Recreation Park was a baseball park in Philadelphia.

The ballpark was the first home of the Philadelphia Phillies of the National League during the years 1883–1886, prior to the opening of the ballpark that became known as Baker Bowl.

The park was bounded by 24th Street (east, first base); Ridge Avenue (north, right field); Montgomery Avenue (northwest, center field); 25th Street (west, left field); and Columbia Avenue (south, third base) (which in 1987 was renamed  Cecil B. Moore Avenue after the civil-rights leader).  The park was not the only one in the area; 14 years later, Columbia Park, the first home of the Philadelphia Athletics, opened eight blocks to the west on Columbia Avenue, across the avenue to the south.

1860 to 1882

The field was used at least as early as June 16, 1860, when Equity defeated Pennsylvania 65-52 in what author Charles Peverelly, writing about "the national game", called the "first baseball game played in Pennsylvania."

During the Civil War, a cavalry of the Union Army occupied the park. In 1866, with new houses bordering the field, a nine-foot fence was erected and the field was put back in shape for baseball. But it was poorly maintained by 1871 and used less and less.

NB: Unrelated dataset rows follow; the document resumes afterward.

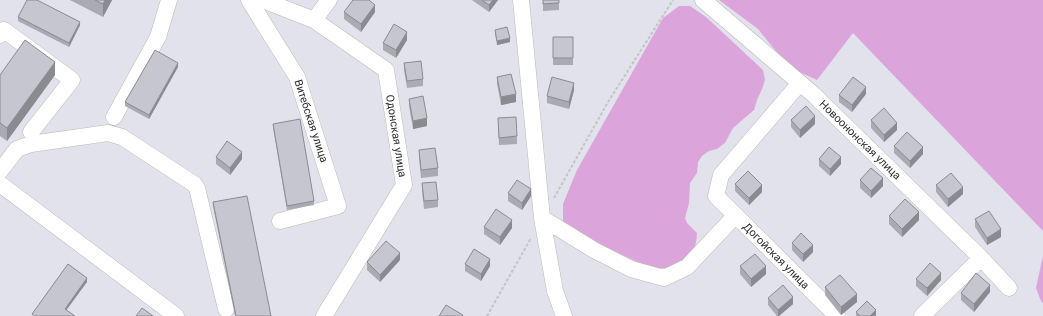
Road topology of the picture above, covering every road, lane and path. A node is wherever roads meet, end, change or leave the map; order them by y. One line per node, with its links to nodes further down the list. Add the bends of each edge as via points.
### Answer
1 (169, 0): 11 (street, via 158,38)
2 (249, 0): 18 (street, Витебская улица, via 297,77 338,206)
3 (263, 0): 8 (street, Одонская улица)
4 (329, 0): 8 (street)
5 (521, 0): 17 (street)
6 (673, 0): 15 (path, via 608,102)
7 (703, 0): 10 (street, Новоононская улица)
8 (314, 20): 23 (street, Одонская улица, via 386,70 404,185)
9 (0, 35): 12 (street, via 4,30 72,80)
10 (800, 83): 16 (street, Догойская улица, via 721,175 716,196); 19 (street, Новоононская улица)
11 (114, 117)
12 (31, 132)
13 (0, 171): 21 (street, via 18,149 31,144 108,132 122,137 197,188)
14 (0, 184): 22 (street)
15 (554, 198)
16 (736, 216): 17 (street, via 687,267 664,278 631,269 612,260); 26 (street, Догойская улица)
17 (542, 218): 24 (path); 25 (street, via 555,291)
18 (280, 222)
19 (980, 258): 20 (street, Новоононская улица); 27 (street)
20 (1009, 288)
21 (226, 309)
22 (176, 316)
23 (324, 316)
24 (487, 316)
25 (564, 316)
26 (837, 316)
27 (922, 316)

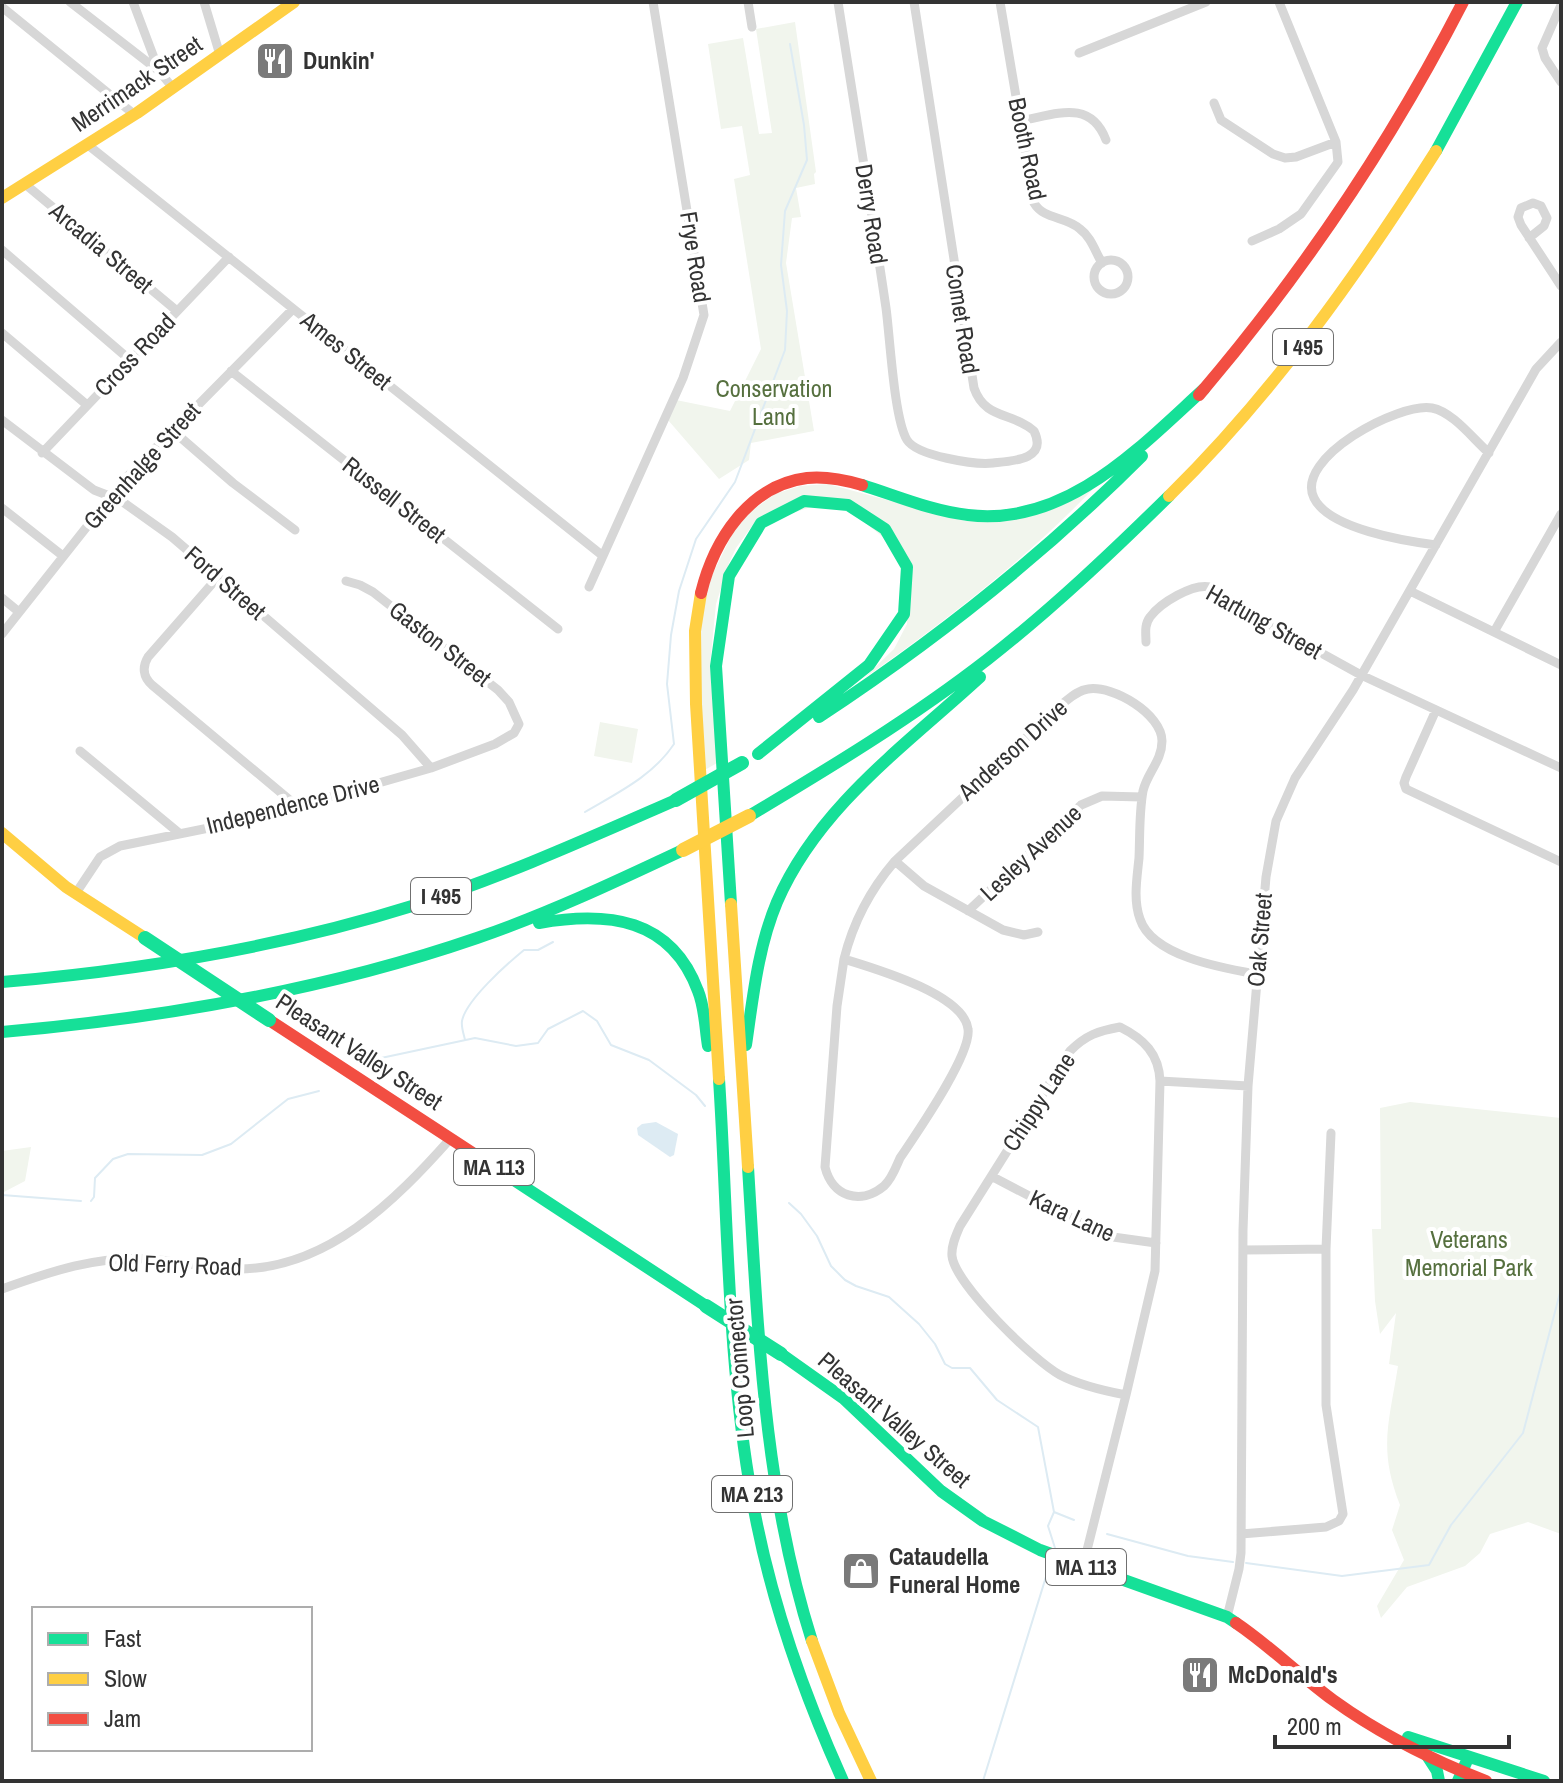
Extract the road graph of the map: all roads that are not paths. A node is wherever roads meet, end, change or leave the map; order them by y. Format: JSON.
{"nodes":[{"id":1,"x":70,"y":2,"type":"edge"},
{"id":2,"x":133,"y":2,"type":"edge"},
{"id":3,"x":204,"y":2,"type":"edge"},
{"id":4,"x":653,"y":2,"type":"edge"},
{"id":5,"x":748,"y":2,"type":"edge"},
{"id":6,"x":838,"y":2,"type":"edge"},
{"id":7,"x":914,"y":2,"type":"edge"},
{"id":8,"x":1000,"y":2,"type":"edge"},
{"id":9,"x":1206,"y":2,"type":"edge"},
{"id":10,"x":1279,"y":2,"type":"edge"},
{"id":11,"x":1463,"y":2,"type":"edge"},
{"id":12,"x":1517,"y":2,"type":"edge"},
{"id":13,"x":290,"y":3,"type":"edge"},
{"id":14,"x":1561,"y":5,"type":"edge"},
{"id":15,"x":2,"y":7,"type":"edge"},
{"id":16,"x":1179,"y":7,"type":"edge"},
{"id":17,"x":752,"y":27,"type":"dead end"},
{"id":18,"x":1079,"y":53,"type":"dead end"},
{"id":19,"x":220,"y":55,"type":"junction"},
{"id":20,"x":159,"y":71,"type":"junction"},
{"id":21,"x":1561,"y":82,"type":"edge"},
{"id":22,"x":173,"y":88,"type":"junction"},
{"id":23,"x":1214,"y":103,"type":"dead end"},
{"id":24,"x":135,"y":115,"type":"junction"},
{"id":25,"x":1019,"y":121,"type":"junction"},
{"id":26,"x":1106,"y":140,"type":"dead end"},
{"id":27,"x":1336,"y":142,"type":"junction"},
{"id":28,"x":88,"y":145,"type":"junction"},
{"id":29,"x":25,"y":184,"type":"junction"},
{"id":30,"x":2,"y":198,"type":"edge"},
{"id":31,"x":1529,"y":238,"type":"dead end"},
{"id":32,"x":1252,"y":241,"type":"dead end"},
{"id":33,"x":2,"y":250,"type":"edge"},
{"id":34,"x":229,"y":257,"type":"junction"},
{"id":35,"x":1102,"y":263,"type":"dead end"},
{"id":36,"x":1561,"y":286,"type":"edge"},
{"id":37,"x":293,"y":309,"type":"junction"},
{"id":38,"x":177,"y":311,"type":"junction"},
{"id":39,"x":2,"y":333,"type":"edge"},
{"id":40,"x":1561,"y":342,"type":"edge"},
{"id":41,"x":130,"y":360,"type":"junction"},
{"id":42,"x":231,"y":371,"type":"junction"},
{"id":43,"x":1204,"y":389,"type":"junction"},
{"id":44,"x":87,"y":405,"type":"junction"},
{"id":45,"x":2,"y":420,"type":"edge"},
{"id":46,"x":901,"y":426,"type":"joint"},
{"id":47,"x":172,"y":430,"type":"junction"},
{"id":48,"x":42,"y":453,"type":"junction"},
{"id":49,"x":1489,"y":453,"type":"junction"},
{"id":50,"x":110,"y":497,"type":"junction"},
{"id":51,"x":2,"y":508,"type":"edge"},
{"id":52,"x":1561,"y":514,"type":"edge"},
{"id":53,"x":295,"y":530,"type":"dead end"},
{"id":54,"x":1436,"y":545,"type":"junction"},
{"id":55,"x":63,"y":556,"type":"junction"},
{"id":56,"x":603,"y":556,"type":"junction"},
{"id":57,"x":218,"y":577,"type":"junction"},
{"id":58,"x":346,"y":581,"type":"dead end"},
{"id":59,"x":589,"y":587,"type":"dead end"},
{"id":60,"x":1410,"y":591,"type":"junction"},
{"id":61,"x":2,"y":598,"type":"edge"},
{"id":62,"x":19,"y":612,"type":"junction"},
{"id":63,"x":558,"y":629,"type":"dead end"},
{"id":64,"x":1494,"y":632,"type":"junction"},
{"id":65,"x":2,"y":634,"type":"edge"},
{"id":66,"x":1019,"y":636,"type":"junction"},
{"id":67,"x":1146,"y":642,"type":"dead end"},
{"id":68,"x":1561,"y":665,"type":"edge"},
{"id":69,"x":1361,"y":675,"type":"junction"},
{"id":70,"x":1436,"y":710,"type":"junction"},
{"id":71,"x":519,"y":724,"type":"joint"},
{"id":72,"x":80,"y":751,"type":"dead end"},
{"id":73,"x":758,"y":754,"type":"junction"},
{"id":74,"x":431,"y":768,"type":"junction"},
{"id":75,"x":1561,"y":768,"type":"edge"},
{"id":76,"x":1142,"y":797,"type":"junction"},
{"id":77,"x":298,"y":807,"type":"junction"},
{"id":78,"x":2,"y":833,"type":"edge"},
{"id":79,"x":179,"y":833,"type":"junction"},
{"id":80,"x":895,"y":861,"type":"junction"},
{"id":81,"x":1561,"y":862,"type":"edge"},
{"id":82,"x":76,"y":893,"type":"junction"},
{"id":83,"x":968,"y":911,"type":"junction"},
{"id":84,"x":1038,"y":932,"type":"dead end"},
{"id":85,"x":476,"y":938,"type":"junction"},
{"id":86,"x":844,"y":959,"type":"junction"},
{"id":87,"x":1256,"y":974,"type":"junction"},
{"id":88,"x":2,"y":982,"type":"edge"},
{"id":89,"x":2,"y":1032,"type":"edge"},
{"id":90,"x":742,"y":1079,"type":"junction"},
{"id":91,"x":1160,"y":1081,"type":"junction"},
{"id":92,"x":1248,"y":1086,"type":"junction"},
{"id":93,"x":1331,"y":1133,"type":"dead end"},
{"id":94,"x":451,"y":1138,"type":"junction"},
{"id":95,"x":993,"y":1177,"type":"junction"},
{"id":96,"x":726,"y":1194,"type":"junction"},
{"id":97,"x":1156,"y":1243,"type":"junction"},
{"id":98,"x":1326,"y":1249,"type":"junction"},
{"id":99,"x":1243,"y":1250,"type":"junction"},
{"id":100,"x":2,"y":1289,"type":"edge"},
{"id":101,"x":1126,"y":1395,"type":"junction"},
{"id":102,"x":1241,"y":1534,"type":"junction"},
{"id":103,"x":1083,"y":1566,"type":"junction"},
{"id":104,"x":1227,"y":1617,"type":"junction"},
{"id":105,"x":1380,"y":1729,"type":"junction"},
{"id":106,"x":1426,"y":1754,"type":"junction"},
{"id":107,"x":1471,"y":1773,"type":"edge"},
{"id":108,"x":843,"y":1781,"type":"edge"},
{"id":109,"x":871,"y":1781,"type":"edge"},
{"id":110,"x":1439,"y":1781,"type":"edge"},
{"id":111,"x":1544,"y":1781,"type":"edge"}],
"edges":[{"from":1,"to":20,"type":"street"},
{"from":2,"to":20,"type":"street"},
{"from":3,"to":19,"type":"street"},
{"from":4,"to":56,"type":"street","name":"Frye Road"},
{"from":5,"to":17,"type":"street"},
{"from":6,"to":46,"type":"street","name":"Derry Road"},
{"from":7,"to":46,"type":"street","name":"Comet Road"},
{"from":8,"to":25,"type":"street","name":"Booth Road"},
{"from":9,"to":16,"type":"street"},
{"from":10,"to":27,"type":"street"},
{"from":11,"to":43,"type":"main road","number":"I 495"},
{"from":12,"to":66,"type":"main road","number":"I 495"},
{"from":13,"to":19,"type":"main road","name":"Merrimack Street"},
{"from":14,"to":21,"type":"street"},
{"from":15,"to":24,"type":"street"},
{"from":16,"to":18,"type":"street"},
{"from":19,"to":22,"type":"main road","name":"Merrimack Street"},
{"from":20,"to":22,"type":"street"},
{"from":22,"to":24,"type":"main road","name":"Merrimack Street"},
{"from":23,"to":27,"type":"street"},
{"from":24,"to":28,"type":"main road","name":"Merrimack Street"},
{"from":25,"to":26,"type":"street"},
{"from":25,"to":35,"type":"street","name":"Booth Road"},
{"from":27,"to":32,"type":"street"},
{"from":28,"to":29,"type":"main road","name":"Merrimack Street"},
{"from":28,"to":34,"type":"street","name":"Ames Street"},
{"from":29,"to":30,"type":"main road","name":"Merrimack Street"},
{"from":29,"to":38,"type":"street","name":"Arcadia Street"},
{"from":31,"to":36,"type":"street"},
{"from":33,"to":41,"type":"street"},
{"from":34,"to":37,"type":"street","name":"Ames Street"},
{"from":34,"to":38,"type":"street","name":"Cross Road"},
{"from":37,"to":42,"type":"street","name":"Greenhalge Street"},
{"from":37,"to":56,"type":"street","name":"Ames Street"},
{"from":38,"to":41,"type":"street","name":"Cross Road"},
{"from":39,"to":44,"type":"street"},
{"from":40,"to":49,"type":"street","name":"Oak Street"},
{"from":41,"to":44,"type":"street","name":"Cross Road"},
{"from":42,"to":47,"type":"street","name":"Greenhalge Street"},
{"from":42,"to":63,"type":"street","name":"Russell Street"},
{"from":43,"to":73,"type":"main road","number":"I 495"},
{"from":43,"to":96,"type":"main road"},
{"from":44,"to":48,"type":"street","name":"Cross Road"},
{"from":45,"to":48,"type":"street","name":"Ford Street"},
{"from":47,"to":50,"type":"street","name":"Greenhalge Street"},
{"from":47,"to":53,"type":"street"},
{"from":48,"to":50,"type":"street","name":"Ford Street"},
{"from":49,"to":54,"type":"street","name":"Oak Street"},
{"from":49,"to":54,"type":"street"},
{"from":50,"to":55,"type":"street","name":"Greenhalge Street"},
{"from":50,"to":57,"type":"street","name":"Ford Street"},
{"from":51,"to":55,"type":"street"},
{"from":52,"to":64,"type":"street"},
{"from":54,"to":60,"type":"street","name":"Oak Street"},
{"from":55,"to":62,"type":"street","name":"Greenhalge Street"},
{"from":56,"to":59,"type":"street","name":"Frye Road"},
{"from":57,"to":74,"type":"street","name":"Ford Street"},
{"from":57,"to":77,"type":"street"},
{"from":58,"to":71,"type":"street","name":"Gaston Street"},
{"from":60,"to":64,"type":"street"},
{"from":60,"to":69,"type":"street","name":"Oak Street"},
{"from":61,"to":62,"type":"street"},
{"from":62,"to":65,"type":"street","name":"Greenhalge Street"},
{"from":64,"to":68,"type":"street"},
{"from":66,"to":85,"type":"main road","number":"I 495","bridge":true},
{"from":66,"to":90,"type":"main road"},
{"from":67,"to":69,"type":"street","name":"Hartung Street"},
{"from":69,"to":70,"type":"street"},
{"from":69,"to":87,"type":"street","name":"Oak Street"},
{"from":70,"to":75,"type":"street"},
{"from":70,"to":81,"type":"street"},
{"from":71,"to":74,"type":"street","name":"Independence Drive"},
{"from":72,"to":79,"type":"street"},
{"from":73,"to":88,"type":"main road","number":"I 495","bridge":true},
{"from":73,"to":90,"type":"main road"},
{"from":74,"to":77,"type":"street","name":"Independence Drive"},
{"from":76,"to":80,"type":"street","name":"Anderson Drive"},
{"from":76,"to":83,"type":"street","name":"Lesley Avenue"},
{"from":76,"to":87,"type":"street","name":"Anderson Drive"},
{"from":77,"to":79,"type":"street","name":"Independence Drive"},
{"from":78,"to":82,"type":"main road","name":"Pleasant Valley Street","number":"MA 113"},
{"from":79,"to":82,"type":"street","name":"Independence Drive"},
{"from":80,"to":83,"type":"street"},
{"from":80,"to":86,"type":"street","name":"Anderson Drive"},
{"from":82,"to":94,"type":"main road","name":"Pleasant Valley Street","number":"MA 113","bridge":true},
{"from":83,"to":84,"type":"street"},
{"from":85,"to":89,"type":"main road","number":"I 495"},
{"from":85,"to":96,"type":"main road"},
{"from":86,"to":86,"type":"street","name":"Anderson Drive"},
{"from":87,"to":92,"type":"street","name":"Oak Street"},
{"from":90,"to":109,"type":"main road","name":"Loop Connector","number":"MA 213"},
{"from":91,"to":92,"type":"street"},
{"from":91,"to":95,"type":"street","name":"Chippy Lane"},
{"from":91,"to":97,"type":"street","name":"Chippy Lane"},
{"from":92,"to":99,"type":"street","name":"Oak Street"},
{"from":93,"to":98,"type":"street"},
{"from":94,"to":100,"type":"street","name":"Old Ferry Road"},
{"from":94,"to":103,"type":"main road","name":"Pleasant Valley Street","number":"MA 113","bridge":true},
{"from":95,"to":97,"type":"street","name":"Kara Lane"},
{"from":95,"to":101,"type":"street","name":"Chippy Lane"},
{"from":96,"to":108,"type":"main road","name":"Loop Connector","number":"MA 213"},
{"from":97,"to":101,"type":"street","name":"Chippy Lane"},
{"from":98,"to":99,"type":"street"},
{"from":98,"to":102,"type":"street"},
{"from":99,"to":102,"type":"street","name":"Oak Street"},
{"from":101,"to":103,"type":"street","name":"Chippy Lane"},
{"from":102,"to":104,"type":"street","name":"Oak Street"},
{"from":103,"to":104,"type":"main road","name":"Pleasant Valley Street","number":"MA 113"},
{"from":104,"to":105,"type":"main road","name":"Pleasant Valley Street","number":"MA 113"},
{"from":105,"to":106,"type":"main road","name":"Pleasant Valley Street","number":"MA 113"},
{"from":105,"to":107,"type":"main road","name":"Pleasant Valley Street","number":"MA 113"},
{"from":106,"to":107,"type":"main road","name":"Pleasant Valley Street","number":"MA 113"},
{"from":106,"to":110,"type":"main road"},
{"from":107,"to":111,"type":"main road","name":"Pleasant Valley Street","number":"MA 113"}]}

The Philadelphia Centennials of the National Association leveled and resodded the field, built a 10-foot fence, clubhouse and grandstands in 1875. They called it Centennial Park. The team folded after just 14 games and the association followed at the end of the season. With no tenant the park fell into disrepair.

During the 1876-1879 period, the lot was used as a horse market. Local newspapers referred to its location variously as Ridge and 23rd, 24th or 25th. Most of the time it was given as 24th.

Philadelphia Phillies (1883-1886)
Alfred J. Reach acquired a five-year lease on the horse market property in 1882, renaming it "Recreation Park". He cleared the grounds, resodded the field, built a three-section wooden grandstand, and fielded the independent team called "Fillies." The next year, Philadelphia joined the National League.

The Phillies played their first game ever on April 2, 1883 and defeated the amateur Manayunk Ashlands by the score of 11-0 at Recreation Park.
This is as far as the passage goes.